▶ GOAL OF THE EXERCISE
Verbatim copy without pictures. Please print every entry as it stands.

▶ Items from a dataset
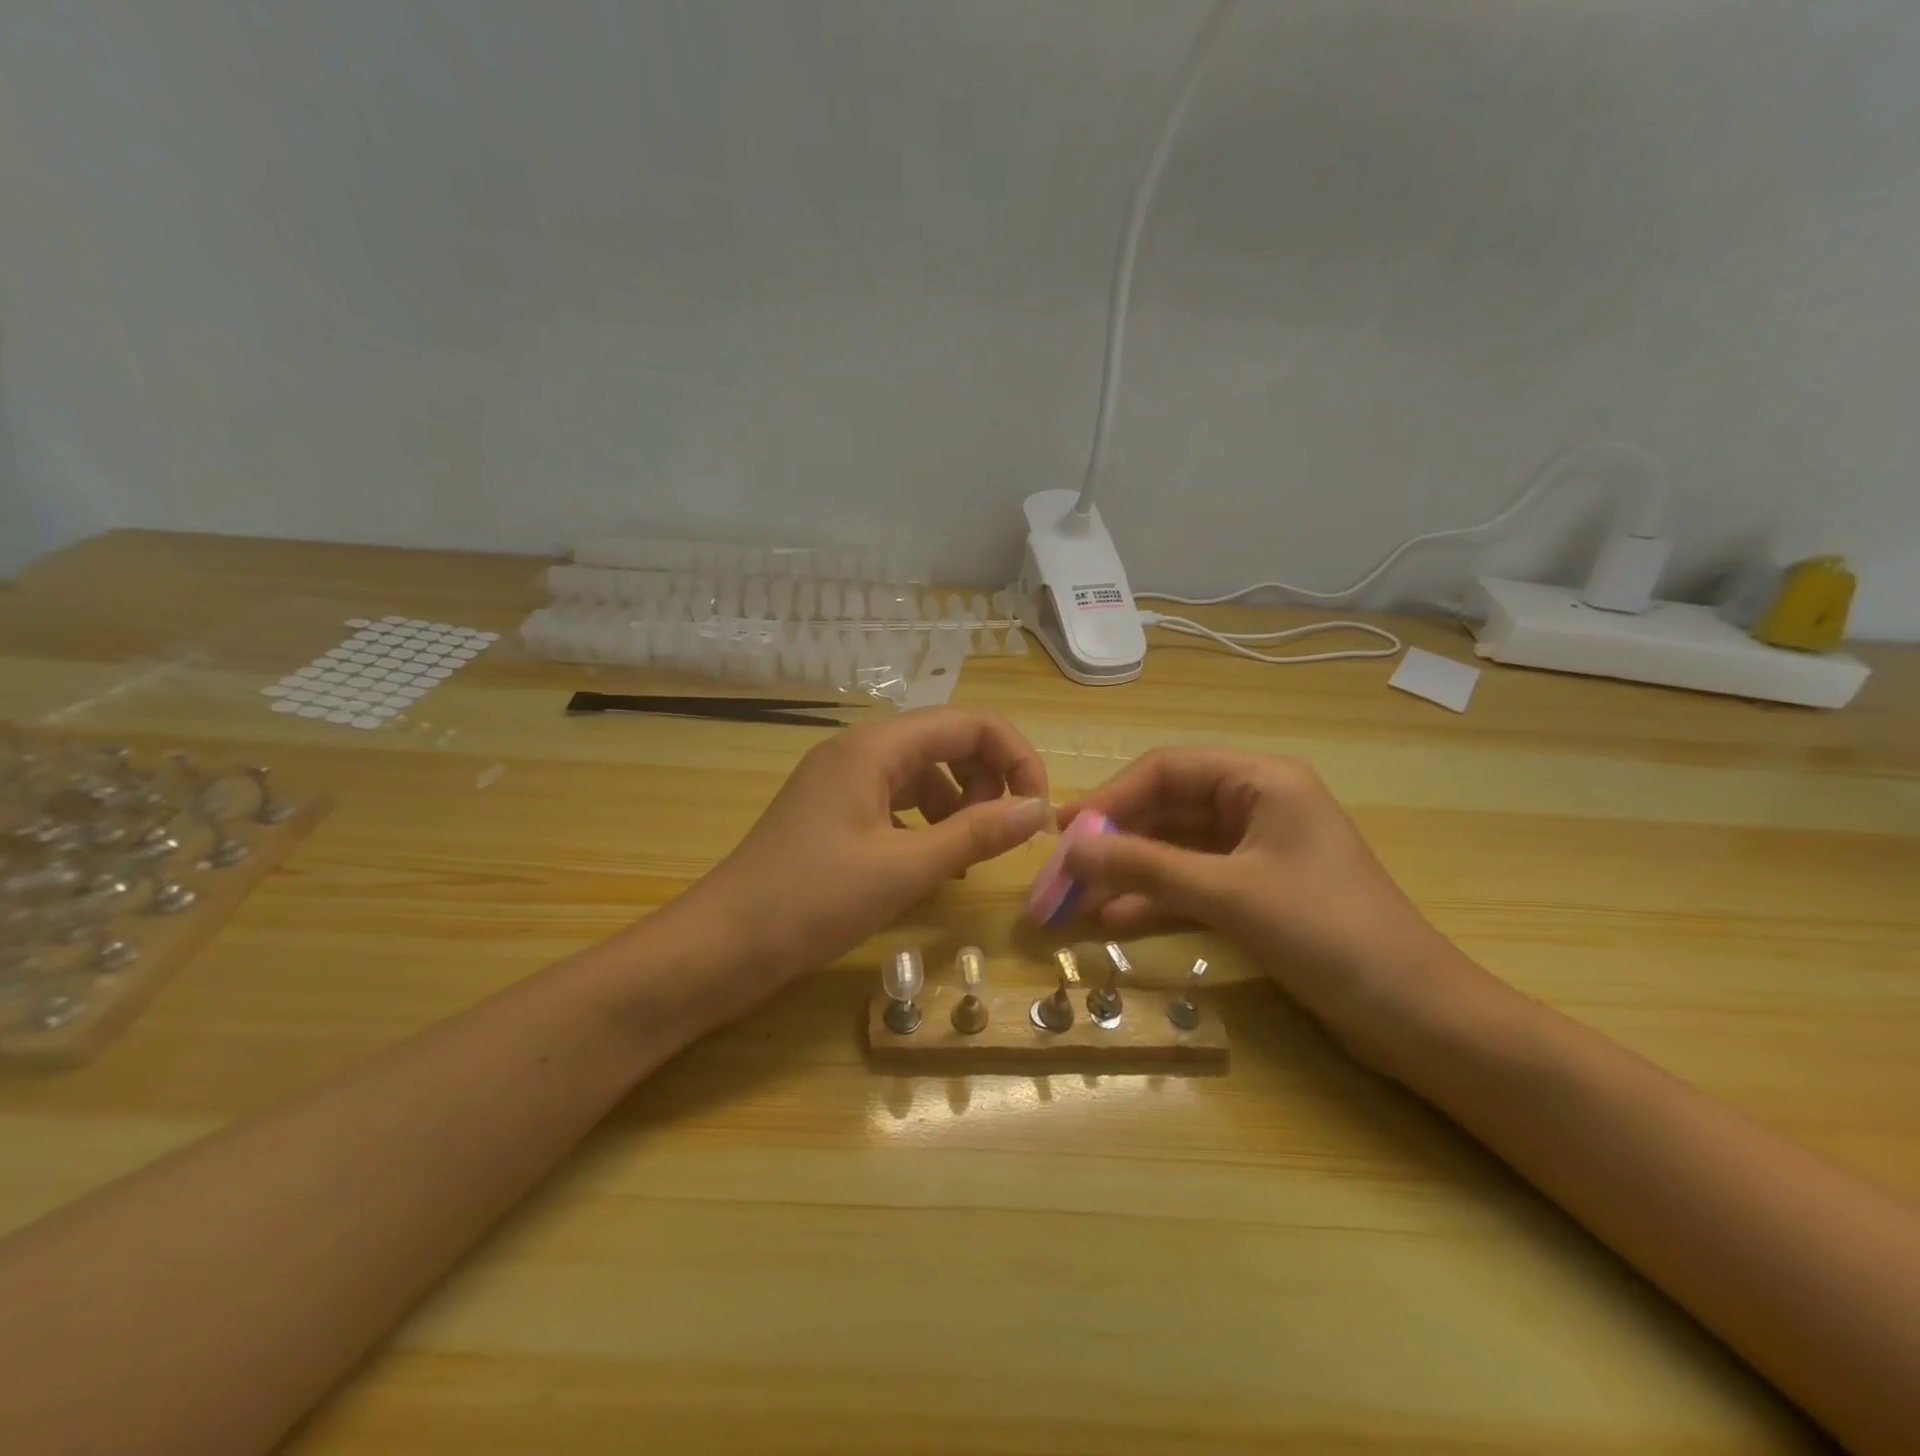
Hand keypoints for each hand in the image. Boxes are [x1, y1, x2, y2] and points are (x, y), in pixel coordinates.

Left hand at [681, 707, 1049, 992]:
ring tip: (964, 857)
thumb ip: (976, 834)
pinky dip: (925, 823)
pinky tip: (928, 864)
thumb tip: (1037, 810)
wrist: (722, 946)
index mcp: (875, 747)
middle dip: (987, 780)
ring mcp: (841, 780)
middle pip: (945, 741)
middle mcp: (858, 750)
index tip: (1036, 810)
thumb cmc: (812, 901)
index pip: (968, 723)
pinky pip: (895, 800)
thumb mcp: (904, 869)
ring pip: (922, 772)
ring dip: (957, 804)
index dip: (1015, 757)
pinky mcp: (832, 811)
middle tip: (997, 836)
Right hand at [1059, 749, 1480, 1065]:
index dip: (1110, 797)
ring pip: (1175, 850)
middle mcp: (1256, 805)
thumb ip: (1144, 866)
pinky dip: (1154, 900)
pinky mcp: (1257, 893)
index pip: (1167, 770)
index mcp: (1261, 781)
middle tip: (1061, 872)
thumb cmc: (1328, 933)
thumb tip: (1069, 848)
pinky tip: (1112, 922)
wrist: (1418, 1017)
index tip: (1063, 831)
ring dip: (1128, 874)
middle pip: (1167, 810)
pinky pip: (1192, 884)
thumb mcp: (1228, 894)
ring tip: (1075, 902)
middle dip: (1114, 841)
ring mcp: (1256, 852)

▶ COMPLETED TASK
Hand keypoints for each hand in the image. Boxes are [x1, y1, x2, y2] and points are (x, y), in pixel coordinates.

Left hand at [681, 707, 1049, 992]:
ring tip: (964, 857)
thumb ip: (976, 834)
pinky dip: (925, 823)
pinky tip: (928, 864)
thumb tip: (1037, 810)
wrist: (722, 946)
index mcp: (875, 747)
middle dip: (987, 780)
ring mcp: (841, 780)
middle pip: (945, 741)
middle mcp: (858, 750)
index tip: (1036, 810)
thumb cmc: (812, 901)
index pip: (968, 723)
pinky pip: (895, 800)
thumb mcp: (904, 869)
ring pip: (922, 772)
ring dip: (957, 804)
index dip: (1015, 757)
pinky mcp: (832, 811)
middle tip: (997, 836)
Right hand at [1059, 749, 1480, 1065]:
index dip: (1110, 797)
ring pip: (1175, 850)
middle mcp: (1256, 805)
thumb ip: (1144, 866)
pinky dip: (1154, 900)
pinky mcp: (1257, 893)
index pip: (1167, 770)
index mcp: (1261, 781)
middle tip: (1061, 872)
thumb cmc: (1328, 933)
thumb tip: (1069, 848)
pinky tip: (1112, 922)
wrist: (1418, 1017)
index tip: (1063, 831)
ring dip: (1128, 874)
middle pip: (1167, 810)
pinky pip: (1192, 884)
thumb mcp: (1228, 894)
ring tip: (1075, 902)
middle dip: (1114, 841)
ring mcp: (1256, 852)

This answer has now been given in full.